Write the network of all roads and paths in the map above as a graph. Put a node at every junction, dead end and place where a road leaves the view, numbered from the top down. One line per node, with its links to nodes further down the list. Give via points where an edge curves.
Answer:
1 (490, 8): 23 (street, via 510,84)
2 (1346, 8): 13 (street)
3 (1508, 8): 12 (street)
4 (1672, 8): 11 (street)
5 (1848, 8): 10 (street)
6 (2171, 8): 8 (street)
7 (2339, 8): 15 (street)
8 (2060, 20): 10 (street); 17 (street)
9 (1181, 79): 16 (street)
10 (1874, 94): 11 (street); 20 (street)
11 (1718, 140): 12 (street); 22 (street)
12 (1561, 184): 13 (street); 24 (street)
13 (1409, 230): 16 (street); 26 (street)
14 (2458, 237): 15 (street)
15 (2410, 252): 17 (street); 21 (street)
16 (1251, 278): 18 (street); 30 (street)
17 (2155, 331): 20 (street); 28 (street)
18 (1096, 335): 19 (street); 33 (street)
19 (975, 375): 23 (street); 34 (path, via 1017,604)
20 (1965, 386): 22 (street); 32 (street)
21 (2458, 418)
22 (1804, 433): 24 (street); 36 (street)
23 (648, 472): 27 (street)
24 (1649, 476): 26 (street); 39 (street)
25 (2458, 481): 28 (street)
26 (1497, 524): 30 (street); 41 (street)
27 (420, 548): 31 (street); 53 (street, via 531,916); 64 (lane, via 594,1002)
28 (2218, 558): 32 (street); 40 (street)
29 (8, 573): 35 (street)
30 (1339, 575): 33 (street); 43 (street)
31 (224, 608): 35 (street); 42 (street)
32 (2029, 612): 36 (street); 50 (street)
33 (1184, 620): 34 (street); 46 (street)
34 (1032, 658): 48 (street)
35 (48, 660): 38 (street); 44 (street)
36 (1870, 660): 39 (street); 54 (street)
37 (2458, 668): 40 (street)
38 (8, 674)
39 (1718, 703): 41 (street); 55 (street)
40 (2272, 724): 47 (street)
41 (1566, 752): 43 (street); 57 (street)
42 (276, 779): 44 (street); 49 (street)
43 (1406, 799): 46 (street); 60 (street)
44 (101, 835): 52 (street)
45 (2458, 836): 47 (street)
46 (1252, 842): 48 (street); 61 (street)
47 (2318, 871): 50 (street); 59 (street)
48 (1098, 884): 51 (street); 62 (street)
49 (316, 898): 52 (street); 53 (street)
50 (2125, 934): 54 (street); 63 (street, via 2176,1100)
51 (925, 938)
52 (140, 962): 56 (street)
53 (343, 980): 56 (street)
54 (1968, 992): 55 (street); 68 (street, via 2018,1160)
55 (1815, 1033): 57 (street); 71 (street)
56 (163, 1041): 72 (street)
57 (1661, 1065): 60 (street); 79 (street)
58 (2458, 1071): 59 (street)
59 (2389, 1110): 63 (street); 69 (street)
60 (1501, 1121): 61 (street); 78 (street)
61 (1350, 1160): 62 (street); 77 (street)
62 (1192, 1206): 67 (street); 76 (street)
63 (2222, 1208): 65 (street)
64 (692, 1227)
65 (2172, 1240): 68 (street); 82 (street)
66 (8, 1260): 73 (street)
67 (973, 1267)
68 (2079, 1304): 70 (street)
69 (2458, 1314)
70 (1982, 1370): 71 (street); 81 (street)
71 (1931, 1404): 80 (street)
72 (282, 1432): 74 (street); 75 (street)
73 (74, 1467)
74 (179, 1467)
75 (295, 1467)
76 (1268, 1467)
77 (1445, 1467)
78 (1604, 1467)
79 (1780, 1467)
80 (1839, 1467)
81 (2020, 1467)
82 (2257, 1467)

------------

REQUIREMENT:
The expected output is the complete listing, word for word.

ANSWER BELOW:
Write the network of all roads and paths in the map above as a graph. Put a node at every junction, dead end and place where a road leaves the view, numbered from the top down. One line per node, with its links to nodes further down the list. Give via points where an edge curves.
Answer:
1 (490, 8): 23 (street, via 510,84)
2 (1346, 8): 13 (street)
3 (1508, 8): 12 (street)
4 (1672, 8): 11 (street)
5 (1848, 8): 10 (street)
6 (2171, 8): 8 (street)
7 (2339, 8): 15 (street)
8 (2060, 20): 10 (street); 17 (street)
9 (1181, 79): 16 (street)
10 (1874, 94): 11 (street); 20 (street)
11 (1718, 140): 12 (street); 22 (street)
12 (1561, 184): 13 (street); 24 (street)
13 (1409, 230): 16 (street); 26 (street)
14 (2458, 237): 15 (street)
15 (2410, 252): 17 (street); 21 (street)
16 (1251, 278): 18 (street); 30 (street)
17 (2155, 331): 20 (street); 28 (street)
18 (1096, 335): 19 (street); 33 (street)
19 (975, 375): 23 (street); 34 (path, via 1017,604)
20 (1965, 386): 22 (street); 32 (street)
21 (2458, 418)
22 (1804, 433): 24 (street); 36 (street)
23 (648, 472): 27 (street)
24 (1649, 476): 26 (street); 39 (street)
25 (2458, 481): 28 (street)
26 (1497, 524): 30 (street); 41 (street)
27 (420, 548): 31 (street); 53 (street, via 531,916); 64 (lane, via 594,1002)
28 (2218, 558): 32 (street); 40 (street)
29 (8, 573): 35 (street)
30 (1339, 575): 33 (street); 43 (street)
31 (224, 608): 35 (street); 42 (street)
32 (2029, 612): 36 (street); 50 (street)
33 (1184, 620): 34 (street); 46 (street)
34 (1032, 658): 48 (street)
35 (48, 660): 38 (street); 44 (street)
36 (1870, 660): 39 (street); 54 (street)
37 (2458, 668): 40 (street)
38 (8, 674)
39 (1718, 703): 41 (street); 55 (street)
40 (2272, 724): 47 (street)
41 (1566, 752): 43 (street); 57 (street)
42 (276, 779): 44 (street); 49 (street)
43 (1406, 799): 46 (street); 60 (street)
44 (101, 835): 52 (street)
45 (2458, 836): 47 (street)
46 (1252, 842): 48 (street); 61 (street)
47 (2318, 871): 50 (street); 59 (street)
48 (1098, 884): 51 (street); 62 (street)
49 (316, 898): 52 (street); 53 (street)
50 (2125, 934): 54 (street); 63 (street, via 2176,1100)
51 (925, 938)
52 (140, 962): 56 (street)
53 (343, 980): 56 (street)
54 (1968, 992): 55 (street); 68 (street, via 2018,1160)
55 (1815, 1033): 57 (street); 71 (street)
56 (163, 1041): 72 (street)
57 (1661, 1065): 60 (street); 79 (street)
58 (2458, 1071): 59 (street)
59 (2389, 1110): 63 (street); 69 (street)
60 (1501, 1121): 61 (street); 78 (street)
61 (1350, 1160): 62 (street); 77 (street)
62 (1192, 1206): 67 (street); 76 (street)
63 (2222, 1208): 65 (street)
64 (692, 1227)
65 (2172, 1240): 68 (street); 82 (street)
66 (8, 1260): 73 (street)
67 (973, 1267)
68 (2079, 1304): 70 (street)
69 (2458, 1314)
70 (1982, 1370): 71 (street); 81 (street)
71 (1931, 1404): 80 (street)
72 (282, 1432): 74 (street); 75 (street)
73 (74, 1467)
74 (179, 1467)
75 (295, 1467)
76 (1268, 1467)
77 (1445, 1467)
78 (1604, 1467)
79 (1780, 1467)
80 (1839, 1467)
81 (2020, 1467)
82 (2257, 1467)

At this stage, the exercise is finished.